## [Required action]
Please report how many lines in the records below contain "dead". Reply with the number alone.

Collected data
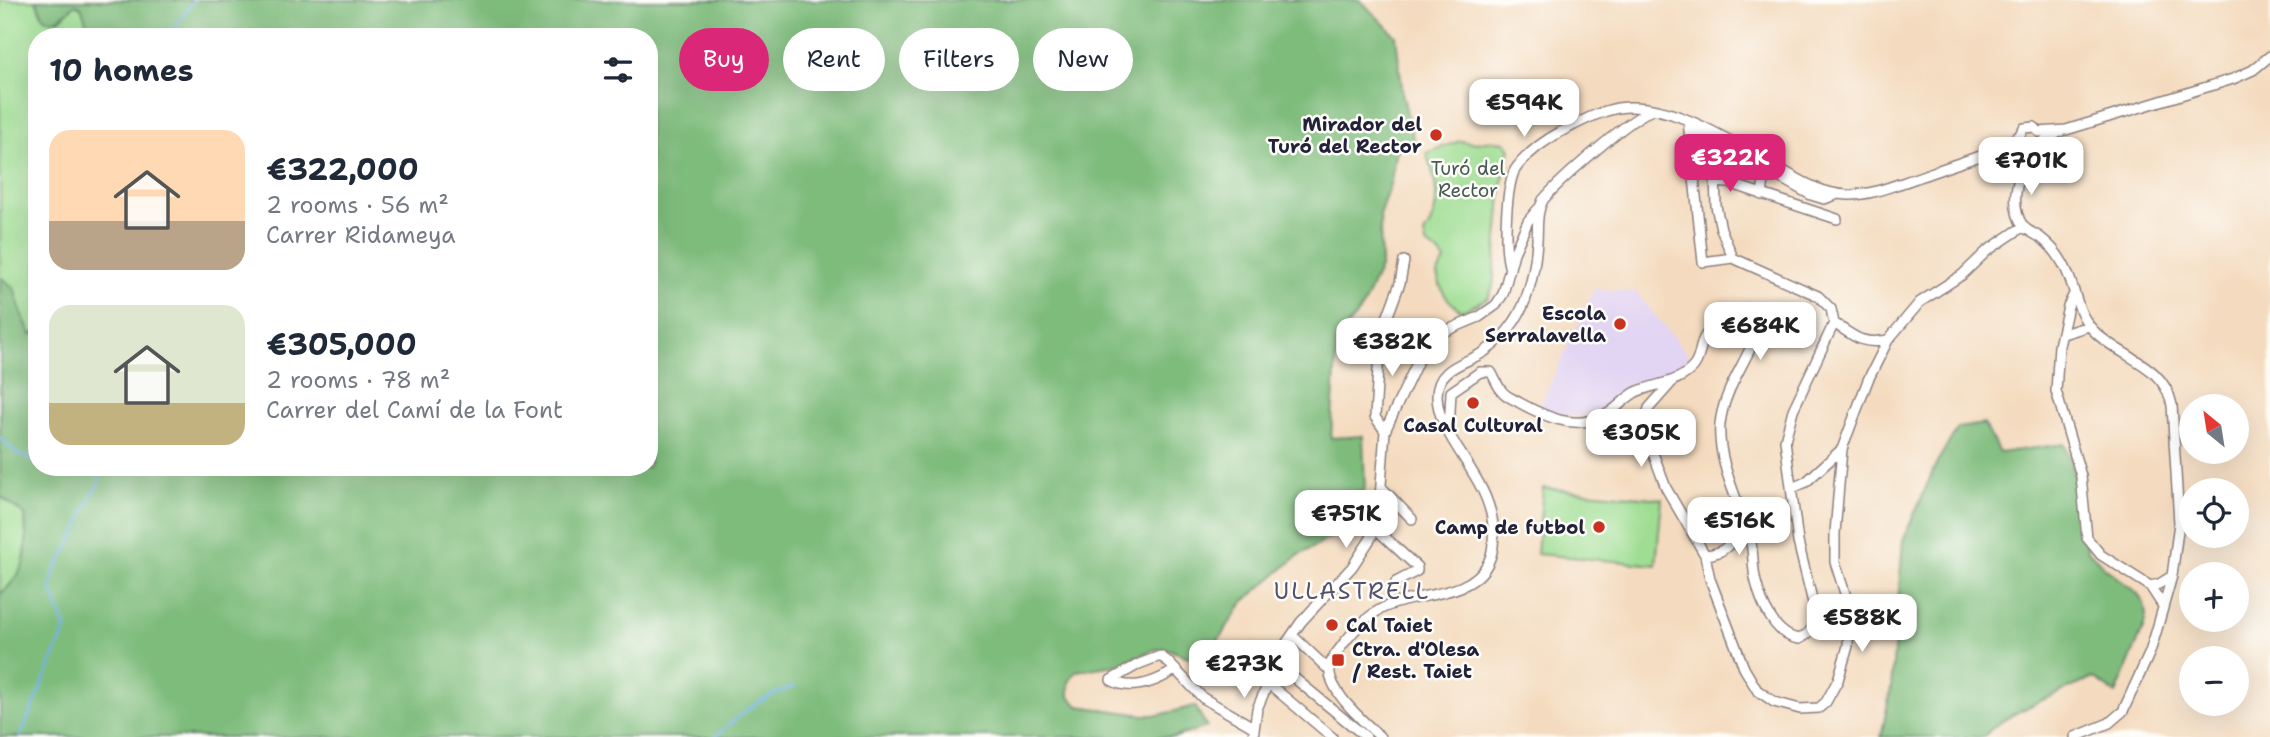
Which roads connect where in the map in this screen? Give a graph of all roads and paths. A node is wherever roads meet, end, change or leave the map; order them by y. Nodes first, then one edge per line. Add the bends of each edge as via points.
1 (2270, 56) edge
2 (1653, 110) junction
3 (1688, 121) junction
4 (2039, 132) junction
5 (2060, 132) junction
6 (1714, 133) junction
7 (2019, 136) junction
8 (1714, 143) junction
9 (2037, 146) junction
10 (2022, 147) junction
11 (1998, 151) junction
12 (1766, 165) junction
13 (2025, 167) junction
14 (1715, 183) junction
15 (1762, 195) junction
16 (1539, 207) junction
17 (1837, 219) dead end
18 (2024, 226) junction
19 (1733, 258) junction
20 (1404, 261) dead end
21 (1510, 269) junction
22 (2073, 296) junction
23 (1834, 323) junction
24 (2089, 326) junction
25 (2063, 334) junction
26 (1888, 340) junction
27 (1672, 382) junction
28 (1385, 431) junction
29 (1450, 431) junction
30 (1842, 449) junction
31 (1381, 487) junction
32 (1792, 488) junction
33 (1412, 519) dead end
34 (1743, 519) junction
35 (1375, 528) junction
36 (1705, 555) junction
37 (2172, 576) junction
38 (1396, 582) dead end
39 (2150, 586) junction
40 (2163, 606) junction
41 (1292, 635) junction
42 (1276, 663) junction
43 (1175, 670) junction
44 (1329, 670) junction
45 (1268, 683) junction
46 (1253, 732) edge
47 (1332, 737) edge
48 (1366, 737) edge
49 (1380, 737) edge
50 (2075, 737) edge

1 - 5 street via 2233,79
2 - 3 street
2 - 16 street via 1623,128
2 - 21 street via 1619,108 1595,114 1542,143 1517,166 1506,234
3 - 6 street
3 - 19 street via 1703,262
4 - 5 street
4 - 7 street via 2028,127
4 - 9 street
5 - 9 street
6 - 8 street
6 - 12 street
7 - 10 street
7 - 11 street
8 - 12 street
8 - 14 street
9 - 10 street
9 - 13 street
10 - 11 street
10 - 13 street
11 - 12 street via 1876,191 1830,198 1818,198
12 - 15 street
13 - 18 street via 2015,194
14 - 15 street
14 - 19 street via 1721,229
15 - 17 street
16 - 21 street via 1528,221
16 - 29 street via 1533,272 1518,316 1492,346 1448,370 1440,381 1438,405
18 - 22 street via 2061,260
18 - 26 street via 1920,302
19 - 23 street via 1818,296 1830,309
20 - 28 street via 1380,337 1375,417
21 - 28 street via 1503,294 1490,311 1438,334 1424,348
22 - 24 street
22 - 25 street
23 - 26 street via 1866,342
23 - 32 street via 1785,434
24 - 25 street
24 - 37 street via 2158,375 2170,395 2179,523
25 - 39 street via 2056,391 2081,476 2087,538 2101,555
26 - 30 street
27 - 29 street via 1634,393 1604,416 1579,421 1551,418 1509,398 1487,371 1451,392
27 - 34 street via 1694,366 1711,330 1739,331 1750,344 1726,397 1720,426 1723,454
27 - 36 street via 1649,408 1647,438 1666,488
28 - 31 street
29 - 44 street via 1490,506 1494,543 1488,564 1458,587 1376,613 1342,646
30 - 32 street via 1806,482
30 - 36 street via 1834,551 1849,606 1849,631 1845,661 1822,706 1809,710 1790,707 1757,690 1737,651
31 - 33 street
31 - 35 street
32 - 34 street via 1798,542 1815,611 1814,626 1803,638 1784,634 1765,607
34 - 36 street via 1724,550
35 - 38 street via 1416,567 1413,574
35 - 41 street via 1352,567
37 - 39 street
37 - 40 street
39 - 40 street
40 - 50 street via 2150,652 2126,707 2109,723
41 - 42 street
41 - 44 street
42 - 45 street
42 - 48 street
43 - 43 street via 1160,656 1111,680 1146,684
43 - 46 street via 1203,698
44 - 49 street via 1337,691
45 - 46 street
45 - 47 street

## [Result of the exercise]
4